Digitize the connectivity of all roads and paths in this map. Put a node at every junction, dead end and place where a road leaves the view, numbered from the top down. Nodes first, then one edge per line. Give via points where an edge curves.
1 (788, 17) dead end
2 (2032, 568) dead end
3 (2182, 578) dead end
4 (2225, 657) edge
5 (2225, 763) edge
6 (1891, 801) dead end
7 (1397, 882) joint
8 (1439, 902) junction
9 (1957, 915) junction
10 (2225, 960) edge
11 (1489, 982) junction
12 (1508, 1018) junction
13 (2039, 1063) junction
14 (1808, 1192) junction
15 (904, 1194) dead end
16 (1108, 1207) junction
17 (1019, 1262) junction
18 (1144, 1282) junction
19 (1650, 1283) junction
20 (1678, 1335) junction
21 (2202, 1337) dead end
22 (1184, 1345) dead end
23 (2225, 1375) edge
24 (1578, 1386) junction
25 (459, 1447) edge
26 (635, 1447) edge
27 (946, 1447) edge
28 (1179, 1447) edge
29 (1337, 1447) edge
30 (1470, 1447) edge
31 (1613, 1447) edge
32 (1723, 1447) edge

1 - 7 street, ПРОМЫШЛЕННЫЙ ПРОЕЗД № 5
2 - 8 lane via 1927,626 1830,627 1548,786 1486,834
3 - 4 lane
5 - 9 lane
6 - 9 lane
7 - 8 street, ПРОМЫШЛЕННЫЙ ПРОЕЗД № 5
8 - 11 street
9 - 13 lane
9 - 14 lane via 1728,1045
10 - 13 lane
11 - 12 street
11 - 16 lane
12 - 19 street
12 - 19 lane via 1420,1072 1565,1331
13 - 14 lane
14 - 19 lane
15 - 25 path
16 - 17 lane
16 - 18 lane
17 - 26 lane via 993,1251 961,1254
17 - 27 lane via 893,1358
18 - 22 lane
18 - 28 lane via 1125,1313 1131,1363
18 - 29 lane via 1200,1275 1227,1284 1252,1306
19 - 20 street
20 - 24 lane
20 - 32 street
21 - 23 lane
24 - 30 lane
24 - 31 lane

__________

(TASK TO CARRY OUT): Hand back the whole listing, exactly as it is.

(SOLUTION):
Digitize the connectivity of all roads and paths in this map. Put a node at every junction, dead end and place where a road leaves the view, numbered from the top down. Nodes first, then one edge per line. Give via points where an edge curves.
1 (788, 17) dead end
2 (2032, 568) dead end
3 (2182, 578) dead end
4 (2225, 657) edge
5 (2225, 763) edge
6 (1891, 801) dead end
7 (1397, 882) joint
8 (1439, 902) junction
9 (1957, 915) junction
10 (2225, 960) edge
11 (1489, 982) junction
12 (1508, 1018) junction
13 (2039, 1063) junction
14 (1808, 1192) junction
15 (904, 1194) dead end
16 (1108, 1207) junction
17 (1019, 1262) junction
18 (1144, 1282) junction
19 (1650, 1283) junction
20 (1678, 1335) junction
21 (2202, 1337) dead end
22 (1184, 1345) dead end
23 (2225, 1375) edge
24 (1578, 1386) junction
25 (459, 1447) edge
26 (635, 1447) edge
27 (946, 1447) edge
28 (1179, 1447) edge
29 (1337, 1447) edge
30 (1470, 1447) edge
31 (1613, 1447) edge
32 (1723, 1447) edge

1 - 7 street, ПРОМЫШЛЕННЫЙ ПРОЕЗД № 5
2 - 8 lane via 1927,626 1830,627 1548,786 1486,834
3 - 4 lane
5 - 9 lane
6 - 9 lane
7 - 8 street, ПРОМЫШЛЕННЫЙ ПРОЕЗД № 5
8 - 11 street
9 - 13 lane
9 - 14 lane via 1728,1045
10 - 13 lane
11 - 12 street
11 - 16 lane
12 - 19 street
12 - 19 lane via 1420,1072 1565,1331
13 - 14 lane
14 - 19 lane
15 - 25 path
16 - 17 lane
16 - 18 lane
17 - 26 lane via 993,1251 961,1254
17 - 27 lane via 893,1358
18 - 22 lane
18 - 28 lane via 1125,1313 1131,1363
18 - 29 lane via 1200,1275 1227,1284 1252,1306
19 - 20 street
20 - 24 lane
20 - 32 street
21 - 23 lane
24 - 30 lane
24 - 31 lane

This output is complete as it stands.